Uncertainty of the Mean of Time-Correlated Data

This notebook shows how to use STACIE to compute the error of the mean of a time-correlated input sequence, meaning not all of its values are statistically independent.

This is a completely self-contained example that generates input sequences (with MCMC) and then analyzes them with STACIE. Atomic units are used unless otherwise noted.

We suggest experimenting with this notebook by making the following changes:

  • Change the number of sequences and their length.
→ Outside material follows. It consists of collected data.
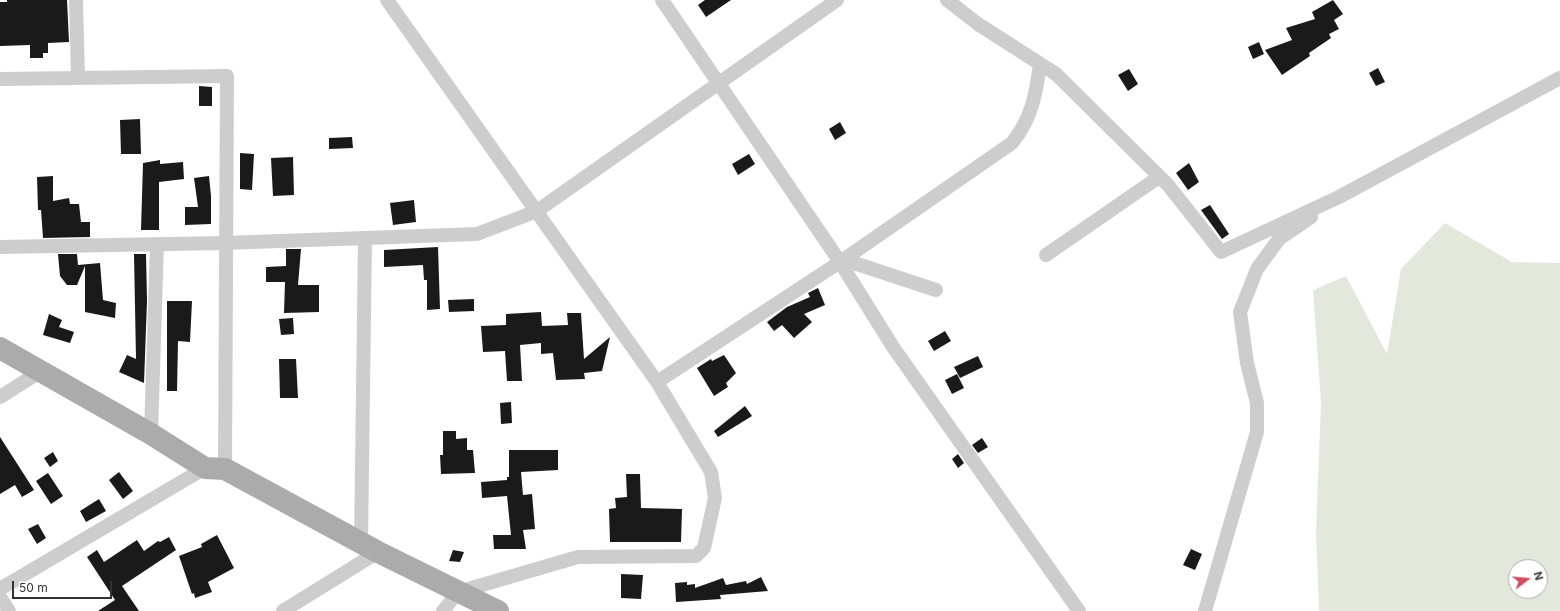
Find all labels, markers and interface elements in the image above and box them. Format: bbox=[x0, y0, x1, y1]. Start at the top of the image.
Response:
north arrow bbox=[1508, 559, 1548, 599]
text: N bbox=[1531, 570, 1546, 582]
scale bar bbox=[14, 573, 114, 599]
text: 50 m bbox=[19, 580, 48, 595]

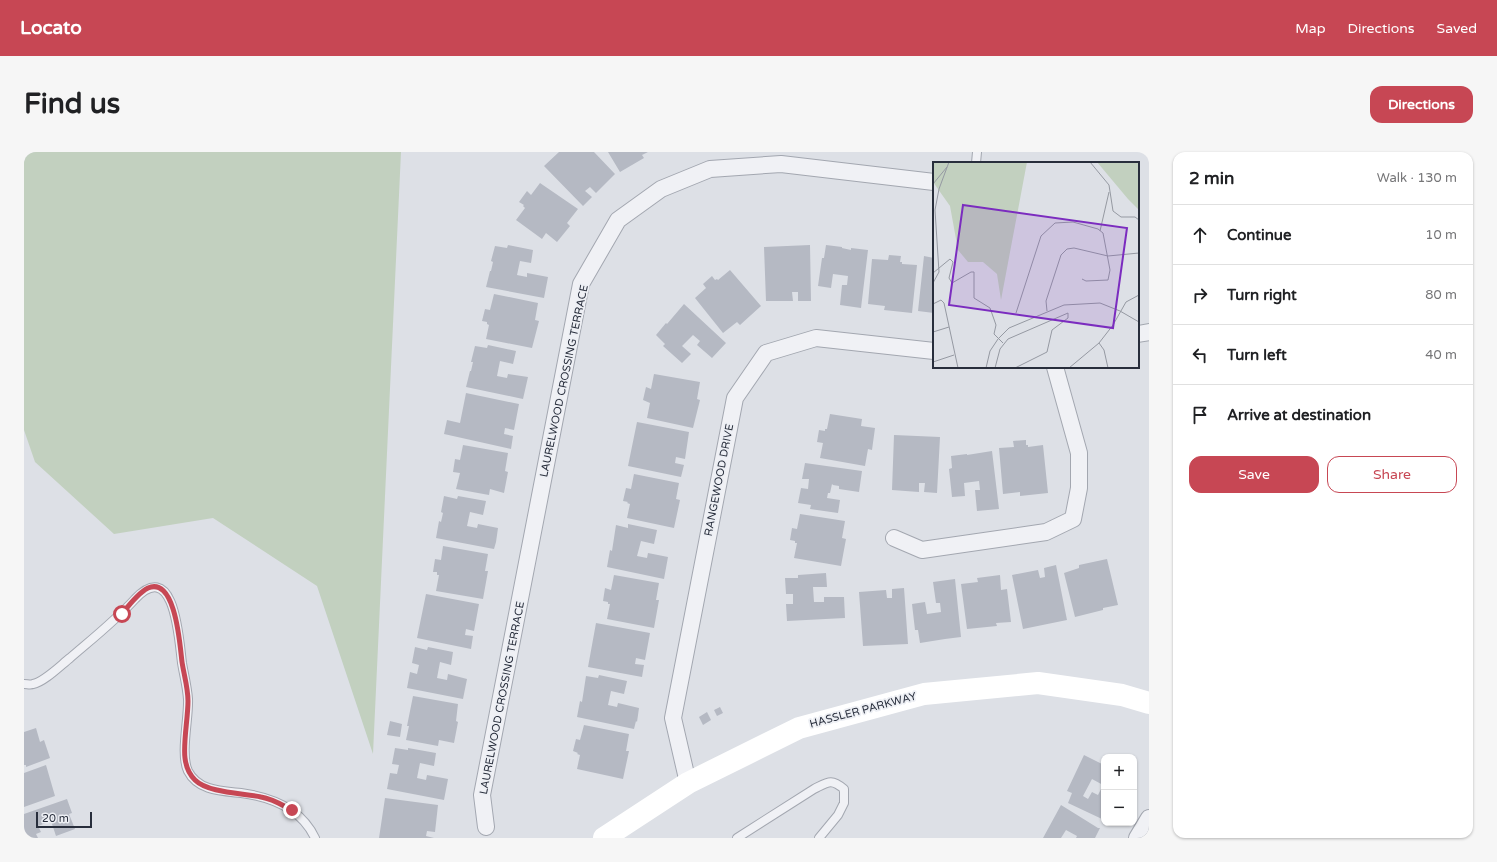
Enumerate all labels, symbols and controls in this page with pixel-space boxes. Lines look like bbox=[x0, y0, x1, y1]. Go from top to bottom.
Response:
text: Locato bbox=[20, 17, 82, 39]
text: Map bbox=[1295, 20, 1326, 37]
text: Directions bbox=[1348, 20, 1415, 37]
text: Saved bbox=[1437, 20, 1477, 37]
button: Directions bbox=[1370, 86, 1473, 123]
text: Find us bbox=[24, 87, 120, 121]
inset map bbox=[933, 162, 1139, 368]
text: 2 min bbox=[1189, 168, 1234, 189]
text: Walk · 130 m bbox=[1377, 170, 1457, 186]
icon: ahead bbox=[1189, 224, 1211, 246]
text: Continue bbox=[1227, 226, 1291, 244]
text: 10 m bbox=[1425, 227, 1457, 243]
street label: LAURELWOOD CROSSING TERRACE bbox=[537, 284, 591, 478]
icon: right bbox=[1189, 284, 1211, 306]
text: Turn right bbox=[1227, 286, 1297, 304]
text: 80 m bbox=[1425, 287, 1457, 303]
icon: left bbox=[1189, 344, 1211, 366]
text: Turn left bbox=[1227, 346, 1287, 364]
text: 40 m bbox=[1425, 347, 1457, 363]
icon: arrive bbox=[1189, 404, 1211, 426]
text: Arrive at destination bbox=[1227, 406, 1371, 424]
street label: RANGEWOOD DRIVE bbox=[702, 423, 736, 537]
button: Save bbox=[1189, 456, 1319, 493]
button: Share bbox=[1327, 456, 1457, 493]
street label: LAURELWOOD CROSSING TERRACE bbox=[477, 600, 527, 796]
route start bbox=[113, 605, 131, 623]
street label: HASSLER PARKWAY bbox=[808, 689, 918, 731]
map controls bbox=[1101, 754, 1137, 826]
button: + bbox=[1101, 754, 1137, 790]
button: − bbox=[1101, 790, 1137, 826]
route end bbox=[283, 801, 301, 819]
scale bar bbox=[36, 810, 92, 829]
text: 20 m bbox=[42, 812, 69, 825]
  • Change the correlation time through PROPOSAL_STEP.

Library Imports and Matplotlib Configuration

import matplotlib as mpl
import matplotlib.pyplot as plt
import numpy as np
from scipy.integrate import quad
import scipy.constants as sc
from stacie import (
    UnitConfig,
    compute_spectrum,
    estimate_acint,
    LorentzModel,
    plot_extras,
    plot_fitted_spectrum,
    plot_spectrum,
)
mpl.rc_file("matplotlibrc")
%config InlineBackend.figure_formats = ["svg"]

Data Generation

The data for the analysis are generated by sampling a Kratzer–Feus potential of a diatomic molecule [Fue26, Kra20] at constant temperature. This potential is harmonic in \(1/r\):

\[ U(r) = \frac{K}{2} \left(\frac{r_0^2}{r} - r_0\right)^2 \]

where \(K\) is the force constant and \(r_0\) the equilibrium bond length. The sampled probability density is the Boltzmann distribution:

\[ p_r(r) = \frac{1}{Z} \exp\left(-\frac{U(r)}{k_\text{B}T}\right) \]

where the normalization \(Z\) is the classical partition function.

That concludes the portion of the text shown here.